Search code examples
pythonscikit-learnhierarchical-clusteringsklearn-pandas

Sklearn Agglomerative Clustering Custom Affinity


I'm trying to use agglomerative clustering with a custom distance metric (ie affinity) since I'd like to cluster a sequence of integers by sequence similarity and not something like the euclidean distance which isn't meaningful.

My data looks something like this

>> dat.values 

array([[860, 261, 240, ..., 300, 241,   1],
   [860, 840, 860, ..., 860, 240,   1],
   [260, 860, 260, ..., 260, 220,   1],
   ...,
   [260, 260, 260, ..., 260, 260,   1],
   [260, 860, 260, ..., 840, 860,   1],
   [280, 240, 241, ..., 240, 260,   1]]) 

I've created the following similarity function

def sim(x, y): 
    return np.sum(np.equal(np.array(x), np.array(y)))/len(x)

So I just return the % matching values in the two sequences with numpy and make the following call

cluster = AgglomerativeClustering(n_clusters=5, affinity=sim, linkage='average')
cluster.fit(dat.values)

But I'm getting an error saying

TypeError: sim() missing 1 required positional argument: 'y'

I'm not sure why I'm getting this error; I thought the function will cluster pairs of rows so each required argument would be passed.

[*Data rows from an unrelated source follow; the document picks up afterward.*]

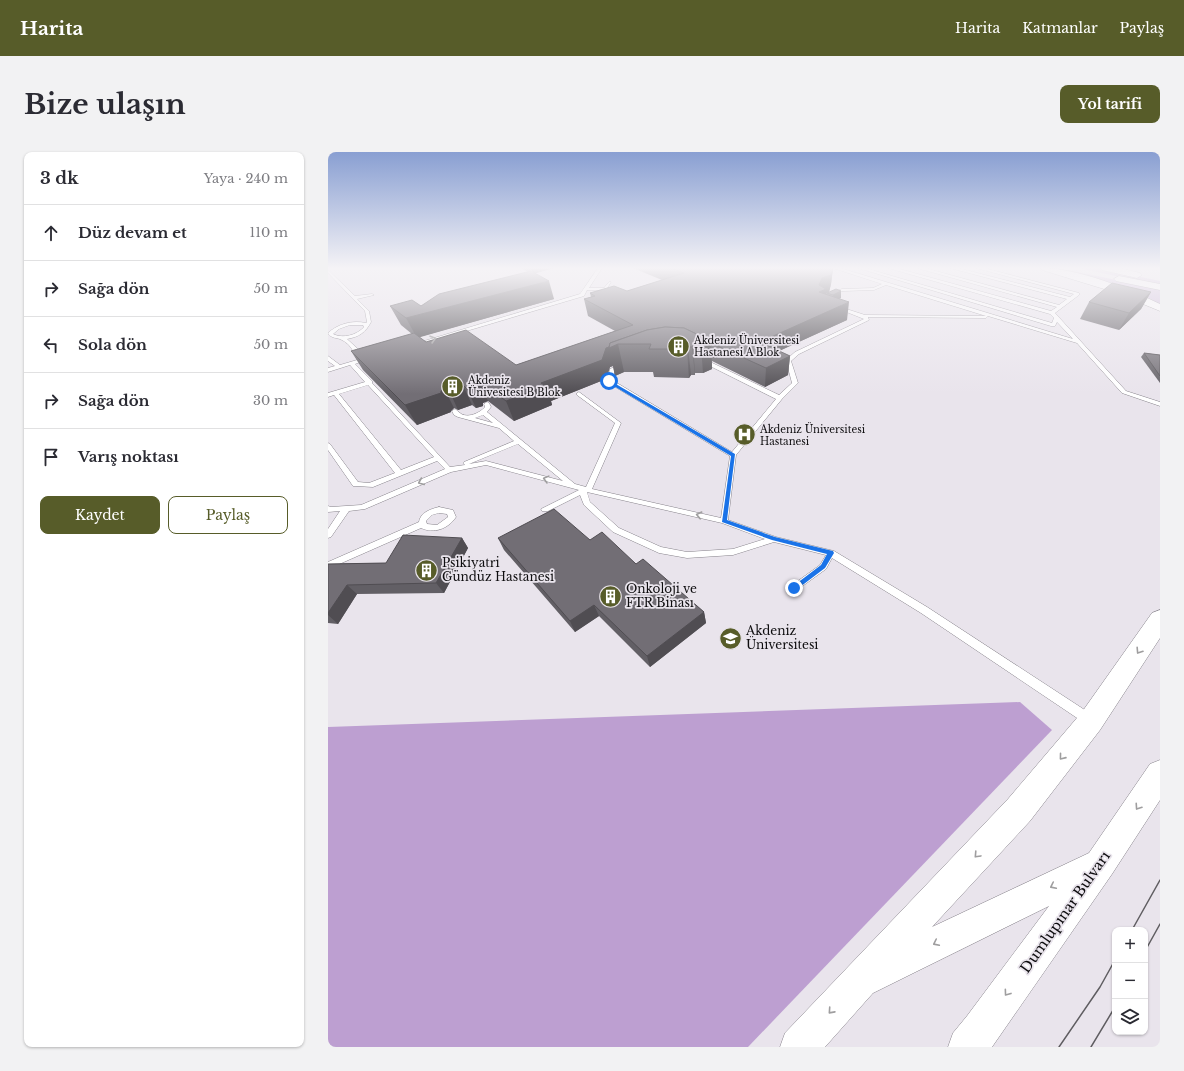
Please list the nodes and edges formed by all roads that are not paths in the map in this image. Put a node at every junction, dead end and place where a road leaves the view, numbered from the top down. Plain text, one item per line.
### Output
1 (360, 310) edge
2 (533, 310) edge
3 (847, 310) edge
4 (972, 310) edge
5 (1003, 310) edge
6 (1040, 310) edge
7 (1056, 310) edge
8 (1052, 313) junction
9 (362, 314) junction
10 (864, 316) junction
11 (996, 317) junction
12 (1057, 318) junction
13 (344, 325) junction
14 (337, 328) junction
15 (366, 328) junction
16 (328, 330) edge
17 (458, 332) junction
18 (464, 336) edge
19 (334, 337) junction
20 (342, 337) junction
21 (328, 338) edge
22 (361, 338) dead end
23 (1078, 342) junction
24 (358, 344) dead end
25 (405, 347) edge
26 (356, 352) junction
27 (375, 356) edge
28 (695, 357) edge
29 (328, 358) edge
30 (360, 360) junction
31 (632, 361) dead end
32 (351, 363) junction
33 (339, 367) junction
34 (328, 370) edge
35 (370, 382) junction
36 (335, 393) junction
37 (579, 394) dead end
38 (328, 395) edge
39 (780, 398) junction
40 (487, 404) edge
41 (1160, 404) edge
42 (455, 411) dead end
43 (484, 412) junction
44 (463, 417) junction
45 (502, 427) junction
46 (519, 441) junction
47 (328, 445) edge
48 (733, 456) junction
49 (438, 458) junction
50 (449, 470) junction
51 (400, 474) junction
52 (582, 489) junction
53 (328, 508) edge
54 (346, 509) junction
55 (546, 509) dead end
56 (724, 520) junction
57 (422, 524) dead end
58 (328, 535) edge
59 (774, 539) junction
60 (831, 553) junction
61 (328, 566) edge
62 (794, 588) dead end
63 (1160, 619) edge
64 (1091, 721) junction
65 (1160, 774) edge
66 (1101, 863) junction
67 (858, 982) junction
68 (974, 1038) edge
69 (799, 1047) edge

1 - 9 lane
2 - 17 lane
3 - 10 lane
4 - 11 lane
5 - 12 lane
6 - 8 lane
7 - 8 lane
8 - 12 lane
9 - 13 lane
9 - 15 lane
10 - 11 lane
10 - 39 lane
11 - 23 lane
12 - 23 lane
13 - 14 lane
13 - 15 lane
14 - 16 lane
14 - 19 lane
15 - 20 lane
15 - 22 lane
17 - 18 lane
25 -> 17 lane
19 - 20 lane
19 - 21 lane
20 - 26 lane
23 - 41 lane
24 - 26 lane
26 - 30 lane
27 - 30 lane
28 - 39 lane
29 - 33 lane
30 - 32 lane
31 - 48 lane
32 - 33 lane
32 - 35 lane
33 - 34 lane
35 - 36 lane
35 - 49 lane
36 - 38 lane
36 - 51 lane
37 - 52 lane
39 - 48 lane
40 - 43 lane
42 - 44 lane
43 - 44 lane
43 - 45 lane
44 - 45 lane
45 - 46 lane
46 - 50 lane
46 - 52 lane
47 - 51 lane
48 - 56 lane
49 - 50 lane
49 - 51 lane
52 -> 50 lane
50 -> 54 lane
52 - 55 lane
56 -> 52 lane
52 - 59 lane
53 - 54 lane
54 - 58 lane
56 - 59 lane
57 - 61 lane
59 - 60 lane
60 - 62 lane
60 - 64 lane
63 -> 64 main road
64 -> 67 main road
65 -> 66 main road, Dumlupınar Bulvarı
66 -> 67 main road
66 -> 68 main road, Dumlupınar Bulvarı
67 -> 69 main road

Any help with this would be greatly appreciated


Solution

  • 'affinity' as a callable requires a single input X (which is your feature or observation matrix) and then call the distances between all the points (samples) inside it.

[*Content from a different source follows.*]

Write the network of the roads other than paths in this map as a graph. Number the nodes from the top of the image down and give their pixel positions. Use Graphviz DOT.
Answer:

    So you need to modify your method as:

    # Your method to calculate distance between two samples
    def sim(x, y): 
        return np.sum(np.equal(np.array(x), np.array(y)))/len(x)
    
    
    # Method to calculate distances between all sample pairs
    from sklearn.metrics import pairwise_distances
    def sim_affinity(X):
        return pairwise_distances(X, metric=sim)
    
    cluster = AgglomerativeClustering(n_clusters=5, affinity=sim_affinity, linkage='average')
    cluster.fit(X)
    

    Or you can use affinity='precomputed' as @avchauzov has suggested. For that you will have to pass the pre-calculated distance matrix for your observations in fit(). Something like:

    cluster = AgglomerativeClustering(n_clusters=5, affinity='precomputed', linkage='average')
    distance_matrix = sim_affinity(X)
    cluster.fit(distance_matrix)
    

    Note: You have specified similarity in place of distance. So make sure you understand how the clustering will work here. Or maybe tweak your similarity function to return distance. Something like:

    def sim(x, y): 
        # Subtracted from 1.0 (highest similarity), so now it represents distance
        return 1.0 - np.sum(np.equal(np.array(x), np.array(y)))/len(x)